## [WORK REQUEST]
Extract the data exactly, missing nothing.

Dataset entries

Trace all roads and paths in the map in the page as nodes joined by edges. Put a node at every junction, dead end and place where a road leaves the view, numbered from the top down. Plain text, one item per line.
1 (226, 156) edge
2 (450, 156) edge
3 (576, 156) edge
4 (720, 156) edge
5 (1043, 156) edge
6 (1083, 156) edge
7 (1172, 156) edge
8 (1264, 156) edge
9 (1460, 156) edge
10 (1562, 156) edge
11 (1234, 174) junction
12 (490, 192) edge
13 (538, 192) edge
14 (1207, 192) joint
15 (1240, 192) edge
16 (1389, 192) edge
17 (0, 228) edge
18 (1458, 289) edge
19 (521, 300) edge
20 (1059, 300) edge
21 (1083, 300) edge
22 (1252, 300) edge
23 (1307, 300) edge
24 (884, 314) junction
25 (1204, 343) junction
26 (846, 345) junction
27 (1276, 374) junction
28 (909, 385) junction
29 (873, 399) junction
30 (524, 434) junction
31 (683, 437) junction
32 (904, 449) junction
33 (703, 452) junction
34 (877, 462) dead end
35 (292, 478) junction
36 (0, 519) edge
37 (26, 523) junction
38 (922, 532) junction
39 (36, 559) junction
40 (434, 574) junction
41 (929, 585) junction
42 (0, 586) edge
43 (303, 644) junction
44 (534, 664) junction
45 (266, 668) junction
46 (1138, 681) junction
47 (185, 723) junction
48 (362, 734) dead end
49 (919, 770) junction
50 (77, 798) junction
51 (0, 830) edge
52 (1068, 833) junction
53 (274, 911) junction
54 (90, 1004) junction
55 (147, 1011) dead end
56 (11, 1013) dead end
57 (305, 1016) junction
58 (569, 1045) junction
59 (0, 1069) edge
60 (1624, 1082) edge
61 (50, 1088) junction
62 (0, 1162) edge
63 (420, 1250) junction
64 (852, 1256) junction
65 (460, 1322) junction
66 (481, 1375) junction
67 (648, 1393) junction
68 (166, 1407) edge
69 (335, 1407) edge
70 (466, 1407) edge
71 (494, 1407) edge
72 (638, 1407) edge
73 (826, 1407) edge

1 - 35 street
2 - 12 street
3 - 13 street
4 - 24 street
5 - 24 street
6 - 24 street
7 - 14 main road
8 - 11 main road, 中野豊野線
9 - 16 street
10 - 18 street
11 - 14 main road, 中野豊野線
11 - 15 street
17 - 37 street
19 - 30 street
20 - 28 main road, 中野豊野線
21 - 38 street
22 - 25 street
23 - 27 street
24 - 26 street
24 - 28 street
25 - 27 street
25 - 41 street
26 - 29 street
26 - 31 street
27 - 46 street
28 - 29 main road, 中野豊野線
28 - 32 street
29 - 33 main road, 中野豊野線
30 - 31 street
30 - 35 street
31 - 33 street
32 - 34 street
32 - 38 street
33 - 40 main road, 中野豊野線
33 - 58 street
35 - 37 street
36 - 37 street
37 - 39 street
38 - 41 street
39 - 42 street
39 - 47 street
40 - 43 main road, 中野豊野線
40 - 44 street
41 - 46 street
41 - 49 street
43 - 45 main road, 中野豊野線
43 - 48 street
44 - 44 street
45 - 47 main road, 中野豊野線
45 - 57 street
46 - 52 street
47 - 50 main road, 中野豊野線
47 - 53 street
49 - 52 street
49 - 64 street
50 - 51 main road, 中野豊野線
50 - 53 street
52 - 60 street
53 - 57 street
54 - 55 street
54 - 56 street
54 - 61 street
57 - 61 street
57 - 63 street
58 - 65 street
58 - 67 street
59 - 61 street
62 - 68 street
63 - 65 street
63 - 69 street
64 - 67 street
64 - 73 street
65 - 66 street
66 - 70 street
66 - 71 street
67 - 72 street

## [FINAL ANSWER]
Trace all roads and paths in the map in the page as nodes joined by edges. Put a node at every junction, dead end and place where a road leaves the view, numbered from the top down. Plain text, one item per line.
1 (226, 156) edge
2 (450, 156) edge
3 (576, 156) edge
4 (720, 156) edge
5 (1043, 156) edge
6 (1083, 156) edge
7 (1172, 156) edge
8 (1264, 156) edge
9 (1460, 156) edge
10 (1562, 156) edge
11 (1234, 174) junction
12 (490, 192) edge
13 (538, 192) edge
14 (1207, 192) joint
15 (1240, 192) edge
16 (1389, 192) edge
17 (0, 228) edge
18 (1458, 289) edge
19 (521, 300) edge
20 (1059, 300) edge
21 (1083, 300) edge
22 (1252, 300) edge
23 (1307, 300) edge
24 (884, 314) junction
25 (1204, 343) junction
26 (846, 345) junction
27 (1276, 374) junction
28 (909, 385) junction
29 (873, 399) junction
30 (524, 434) junction
31 (683, 437) junction
32 (904, 449) junction
33 (703, 452) junction
34 (877, 462) dead end
35 (292, 478) junction
36 (0, 519) edge
37 (26, 523) junction
38 (922, 532) junction
39 (36, 559) junction
40 (434, 574) junction
41 (929, 585) junction
42 (0, 586) edge
43 (303, 644) junction
44 (534, 664) junction
45 (266, 668) junction
46 (1138, 681) junction
47 (185, 723) junction
48 (362, 734) dead end
49 (919, 770) junction
50 (77, 798) junction
51 (0, 830) edge
52 (1068, 833) junction
53 (274, 911) junction
54 (90, 1004) junction
55 (147, 1011) dead end
56 (11, 1013) dead end
57 (305, 1016) junction
58 (569, 1045) junction
59 (0, 1069) edge
60 (1624, 1082) edge
61 (50, 1088) junction
62 (0, 1162) edge
63 (420, 1250) junction
64 (852, 1256) junction
65 (460, 1322) junction
66 (481, 1375) junction
67 (648, 1393) junction
68 (166, 1407) edge
69 (335, 1407) edge
70 (466, 1407) edge
71 (494, 1407) edge
72 (638, 1407) edge
73 (826, 1407) edge

1 - 35 street
2 - 12 street
3 - 13 street
4 - 24 street
5 - 24 street
6 - 24 street
7 - 14 main road
8 - 11 main road, 中野豊野線
9 - 16 street
10 - 18 street
11 - 14 main road, 中野豊野線
11 - 15 street
17 - 37 street
19 - 30 street
20 - 28 main road, 中野豊野線
21 - 38 street
22 - 25 street
23 - 27 street
24 - 26 street
24 - 28 street
25 - 27 street
25 - 41 street
26 - 29 street
26 - 31 street
27 - 46 street
28 - 29 main road, 中野豊野線
28 - 32 street
29 - 33 main road, 中野豊野線
30 - 31 street
30 - 35 street
31 - 33 street
32 - 34 street
32 - 38 street
33 - 40 main road, 中野豊野線
33 - 58 street
35 - 37 street
36 - 37 street
37 - 39 street
38 - 41 street
39 - 42 street
39 - 47 street
40 - 43 main road, 中野豊野線
40 - 44 street
41 - 46 street
41 - 49 street
43 - 45 main road, 中野豊野線
43 - 48 street
44 - 44 street
45 - 47 main road, 中野豊野線
45 - 57 street
46 - 52 street
47 - 50 main road, 中野豊野線
47 - 53 street
49 - 52 street
49 - 64 street
50 - 51 main road, 中野豊野線
50 - 53 street
52 - 60 street
53 - 57 street
54 - 55 street
54 - 56 street
54 - 61 street
57 - 61 street
57 - 63 street
58 - 65 street
58 - 67 street
59 - 61 street
62 - 68 street
63 - 65 street
63 - 69 street
64 - 67 street
64 - 73 street
65 - 66 street
66 - 70 street
66 - 71 street
67 - 72 street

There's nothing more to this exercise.